(TRY IT): Starting at the first line of the records below, reproduce every line up to and including the line with "index tip: (123, 282)", but leave out all pictures.

[Records from a data source]
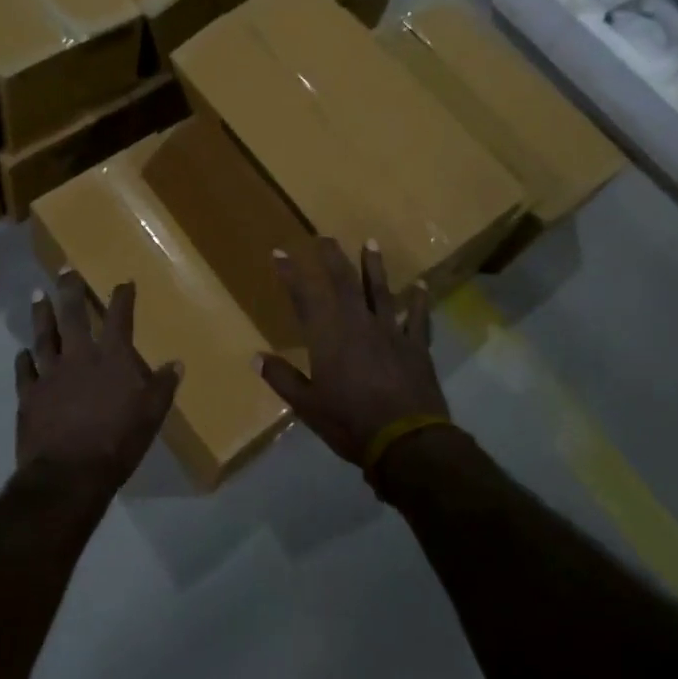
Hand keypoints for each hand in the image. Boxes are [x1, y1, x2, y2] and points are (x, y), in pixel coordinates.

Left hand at [15, 270, 181, 494]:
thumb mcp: (151, 416)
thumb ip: (163, 387)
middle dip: (70, 291)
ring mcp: (50, 374)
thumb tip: (176, 363)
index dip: (122, 298)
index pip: (118, 318)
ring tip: (38, 295)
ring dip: (41, 314)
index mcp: (112, 359)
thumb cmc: (117, 442)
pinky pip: (24, 371)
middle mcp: (79, 357)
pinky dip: (24, 359)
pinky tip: (22, 351)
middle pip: (73, 316)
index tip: (123, 282)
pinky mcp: (29, 396)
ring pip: (44, 336)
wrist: (69, 473)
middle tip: (64, 271)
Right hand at [258, 238, 448, 469]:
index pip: (304, 297)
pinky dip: (419, 300)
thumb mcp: (308, 406)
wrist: (406, 441)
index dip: (290, 273)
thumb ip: (282, 378)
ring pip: (381, 291)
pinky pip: (418, 317)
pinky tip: (421, 286)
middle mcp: (358, 324)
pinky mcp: (416, 346)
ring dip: (374, 266)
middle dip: (332, 258)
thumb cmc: (350, 423)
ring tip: (370, 243)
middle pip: (344, 283)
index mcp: (328, 337)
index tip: (279, 252)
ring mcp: (391, 332)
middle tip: (325, 237)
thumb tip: (256, 357)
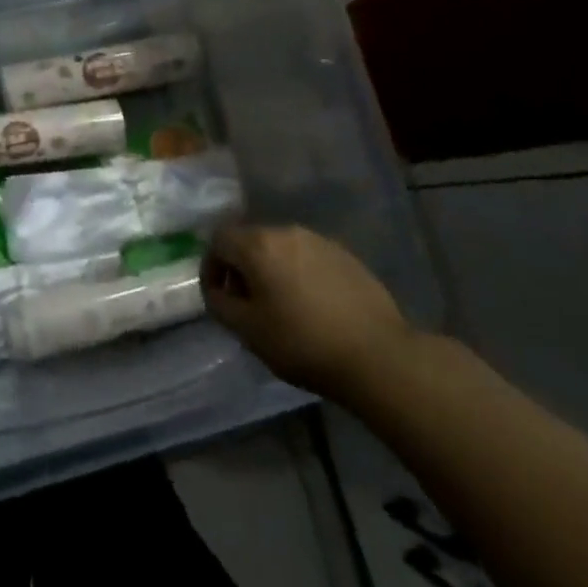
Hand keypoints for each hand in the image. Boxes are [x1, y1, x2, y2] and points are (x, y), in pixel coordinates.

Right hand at [203, 223, 413, 400]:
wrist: (376, 355)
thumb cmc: (302, 343)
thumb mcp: (248, 331)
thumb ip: (220, 304)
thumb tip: (216, 290)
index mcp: (258, 245)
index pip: (218, 240)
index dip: (211, 266)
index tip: (218, 296)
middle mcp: (287, 232)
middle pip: (250, 240)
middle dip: (241, 268)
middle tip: (247, 304)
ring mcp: (320, 241)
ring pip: (281, 248)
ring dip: (271, 270)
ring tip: (280, 305)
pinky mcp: (345, 255)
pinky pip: (308, 257)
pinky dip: (299, 274)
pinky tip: (311, 305)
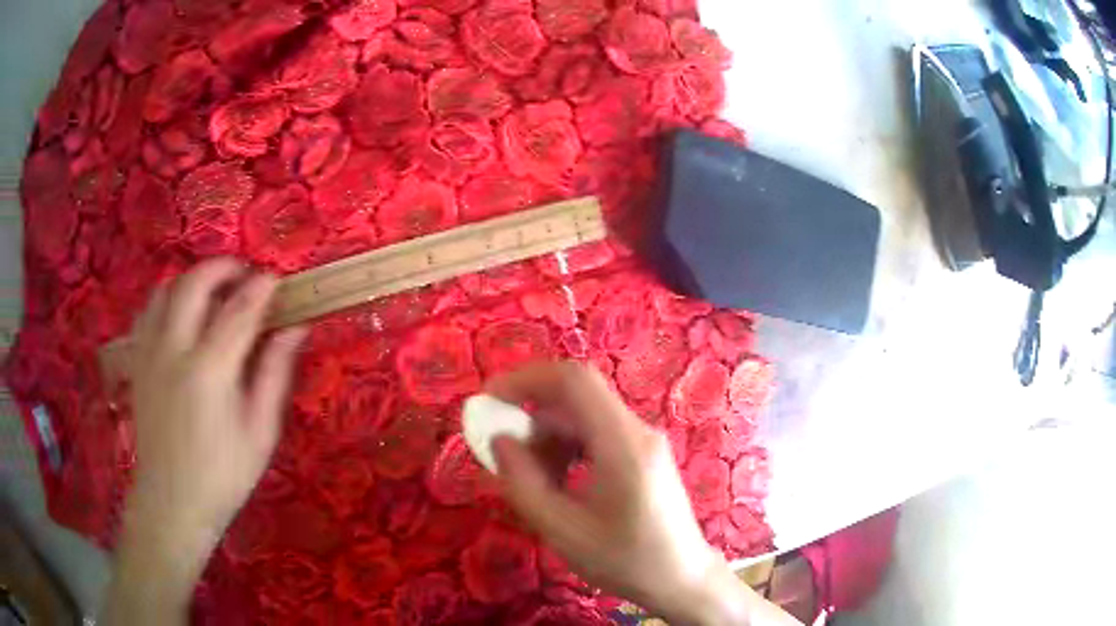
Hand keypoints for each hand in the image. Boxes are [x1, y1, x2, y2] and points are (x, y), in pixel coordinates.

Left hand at [104, 258, 305, 624]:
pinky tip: (181, 316)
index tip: (276, 279)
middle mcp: (174, 350)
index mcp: (209, 371)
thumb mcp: (259, 433)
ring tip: (212, 293)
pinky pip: (148, 312)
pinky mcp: (137, 362)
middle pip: (194, 284)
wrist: (171, 502)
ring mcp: (149, 353)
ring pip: (165, 290)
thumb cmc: (222, 475)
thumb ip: (273, 375)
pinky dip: (168, 299)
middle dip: (221, 267)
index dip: (260, 288)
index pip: (238, 310)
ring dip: (191, 280)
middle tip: (243, 276)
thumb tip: (294, 329)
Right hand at [488, 362, 798, 625]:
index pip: (574, 380)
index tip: (490, 400)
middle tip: (502, 449)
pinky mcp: (643, 455)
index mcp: (623, 444)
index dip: (526, 379)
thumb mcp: (562, 531)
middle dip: (532, 415)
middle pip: (577, 398)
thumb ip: (523, 483)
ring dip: (548, 436)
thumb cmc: (625, 560)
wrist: (681, 578)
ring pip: (584, 417)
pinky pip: (597, 435)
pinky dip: (568, 449)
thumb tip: (498, 440)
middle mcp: (637, 431)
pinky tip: (557, 483)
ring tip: (530, 477)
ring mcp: (643, 441)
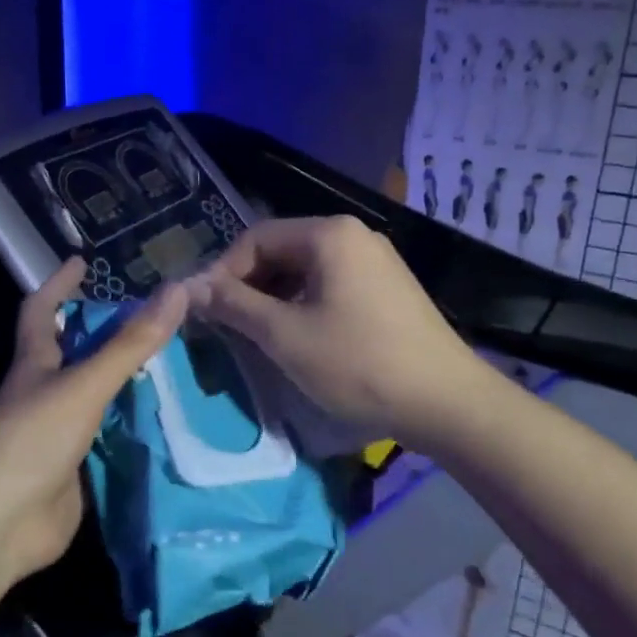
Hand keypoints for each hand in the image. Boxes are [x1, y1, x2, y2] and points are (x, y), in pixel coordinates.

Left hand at [0, 257, 186, 585]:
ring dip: (124, 376)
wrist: (0, 526)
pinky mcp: (74, 467)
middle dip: (104, 330)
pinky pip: (108, 433)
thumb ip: (131, 344)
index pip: (42, 311)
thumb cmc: (32, 441)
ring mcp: (58, 431)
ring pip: (95, 393)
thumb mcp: (84, 385)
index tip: (82, 262)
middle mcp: (44, 392)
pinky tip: (165, 416)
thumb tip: (177, 290)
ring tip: (171, 358)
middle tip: (150, 314)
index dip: (58, 283)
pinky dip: (131, 422)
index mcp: (35, 364)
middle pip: (73, 351)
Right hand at [186, 216, 478, 445]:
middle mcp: (354, 236)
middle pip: (282, 250)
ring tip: (257, 336)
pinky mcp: (388, 288)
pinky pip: (331, 285)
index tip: (204, 310)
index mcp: (329, 234)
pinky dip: (303, 306)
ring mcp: (376, 261)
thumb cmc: (358, 363)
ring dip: (274, 298)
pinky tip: (296, 338)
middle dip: (249, 285)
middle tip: (227, 325)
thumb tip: (190, 288)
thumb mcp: (285, 335)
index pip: (256, 238)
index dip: (223, 272)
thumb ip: (234, 305)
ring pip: (306, 270)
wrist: (446, 402)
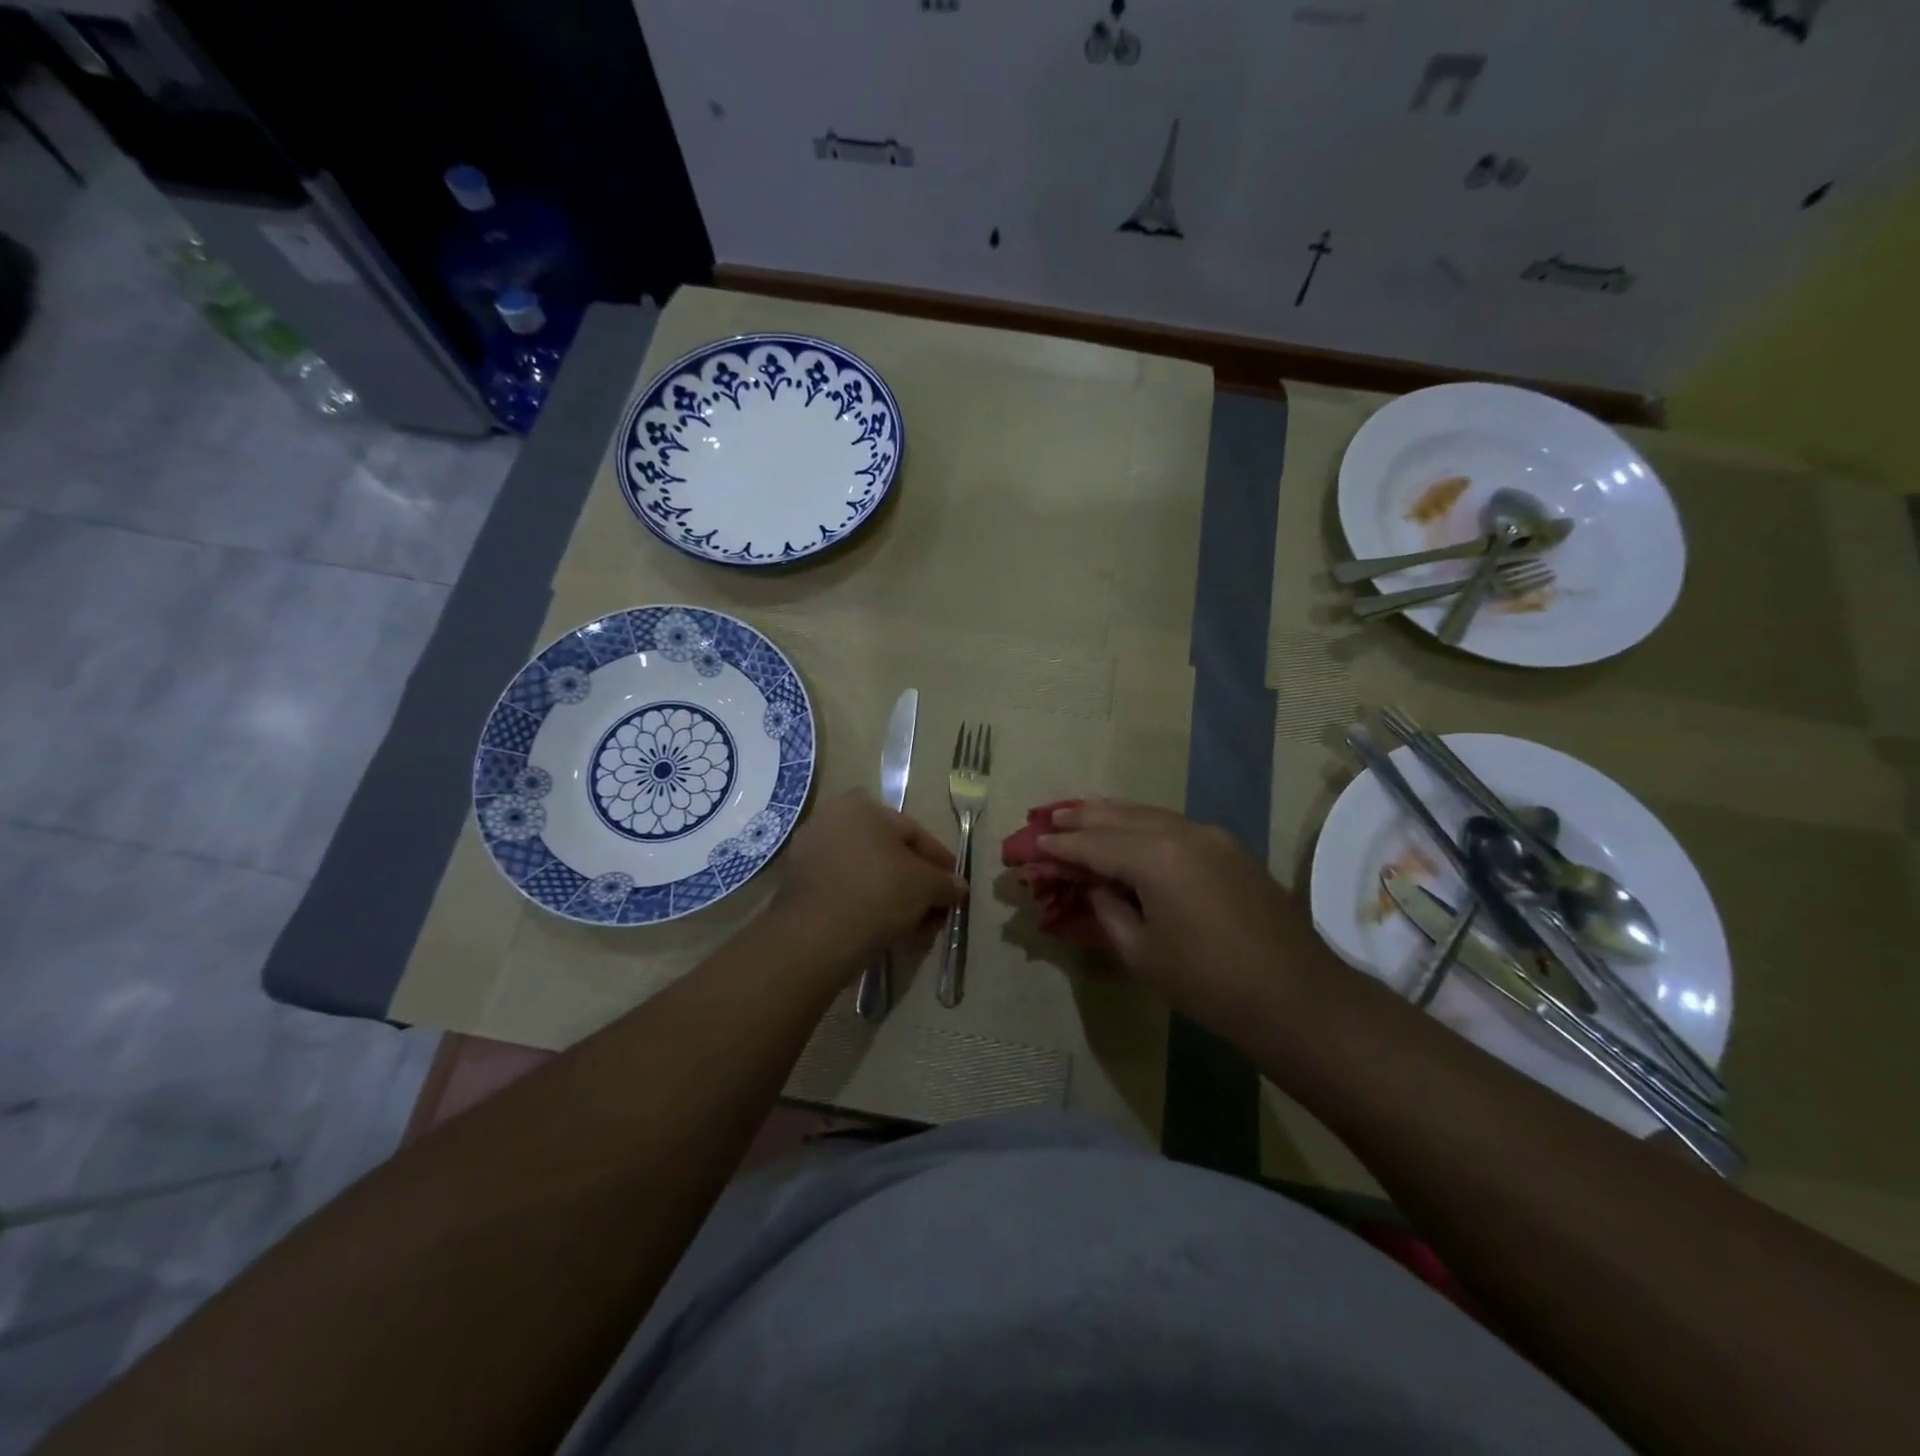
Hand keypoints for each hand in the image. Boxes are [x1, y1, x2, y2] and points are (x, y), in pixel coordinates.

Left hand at [773, 791, 967, 968]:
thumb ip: (945, 882)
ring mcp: (810, 854)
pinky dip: (868, 908)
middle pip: (888, 855)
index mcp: (860, 806)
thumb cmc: (878, 892)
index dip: (939, 860)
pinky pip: (845, 893)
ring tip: (916, 928)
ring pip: (867, 876)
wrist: (816, 937)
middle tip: (937, 909)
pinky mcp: (798, 889)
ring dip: (895, 899)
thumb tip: (957, 887)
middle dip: (917, 884)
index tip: (955, 885)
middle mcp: (830, 821)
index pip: (912, 832)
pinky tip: (889, 932)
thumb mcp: (926, 885)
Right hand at [1040, 800, 1315, 1014]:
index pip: (1095, 844)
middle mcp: (1182, 832)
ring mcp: (1212, 836)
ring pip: (1149, 814)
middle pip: (1121, 817)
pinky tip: (1130, 830)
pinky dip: (1144, 824)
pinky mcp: (1230, 848)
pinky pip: (1174, 825)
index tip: (1034, 843)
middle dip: (1083, 817)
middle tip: (1051, 816)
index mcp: (1156, 857)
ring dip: (1113, 815)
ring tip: (1083, 812)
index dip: (1061, 845)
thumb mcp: (1142, 953)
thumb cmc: (1208, 983)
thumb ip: (1109, 909)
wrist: (1296, 996)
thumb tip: (1096, 885)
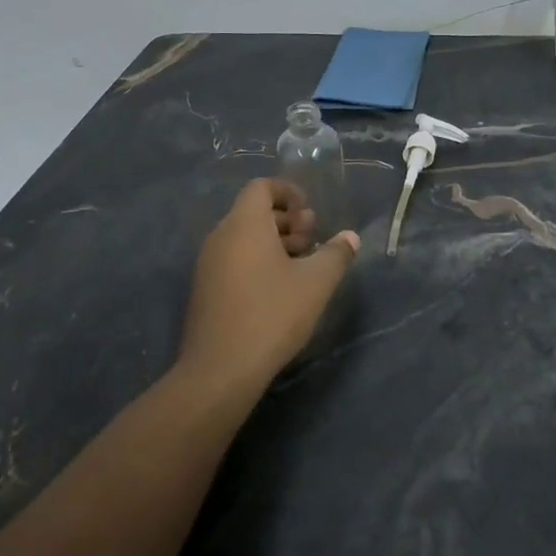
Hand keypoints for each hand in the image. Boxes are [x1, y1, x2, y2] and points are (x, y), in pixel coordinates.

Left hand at [179, 179, 359, 396]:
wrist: (220, 369)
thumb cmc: (272, 315)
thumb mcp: (315, 283)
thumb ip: (335, 254)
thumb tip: (350, 237)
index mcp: (245, 225)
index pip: (261, 187)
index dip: (289, 192)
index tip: (311, 213)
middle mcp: (221, 236)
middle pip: (253, 212)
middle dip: (287, 220)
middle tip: (312, 240)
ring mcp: (208, 263)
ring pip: (244, 237)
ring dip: (274, 242)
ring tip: (302, 265)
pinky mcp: (205, 288)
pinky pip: (234, 258)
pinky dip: (258, 260)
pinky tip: (280, 288)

(EXPECTED ANSWER):
Hand keypoints for each hand in the image. Boxes are [x1, y1, x2, y2] and points are (x, y), in pixel coordinates.

Left hand at [15, 270, 181, 494]:
thumb mcp: (151, 416)
thumb ip: (163, 387)
middle dip: (70, 291)
ring mcp: (50, 374)
thumb tip: (176, 363)
index dip: (122, 298)
index pip: (118, 318)
ring tip: (38, 295)
ring dip: (41, 314)
index mcp: (112, 359)
thumb cmc: (117, 442)
pinky pip: (24, 371)
middle mcp: (79, 357)
pinky dip: (24, 359)
pinky tip: (22, 351)
middle pip: (73, 316)
index tip: (123, 282)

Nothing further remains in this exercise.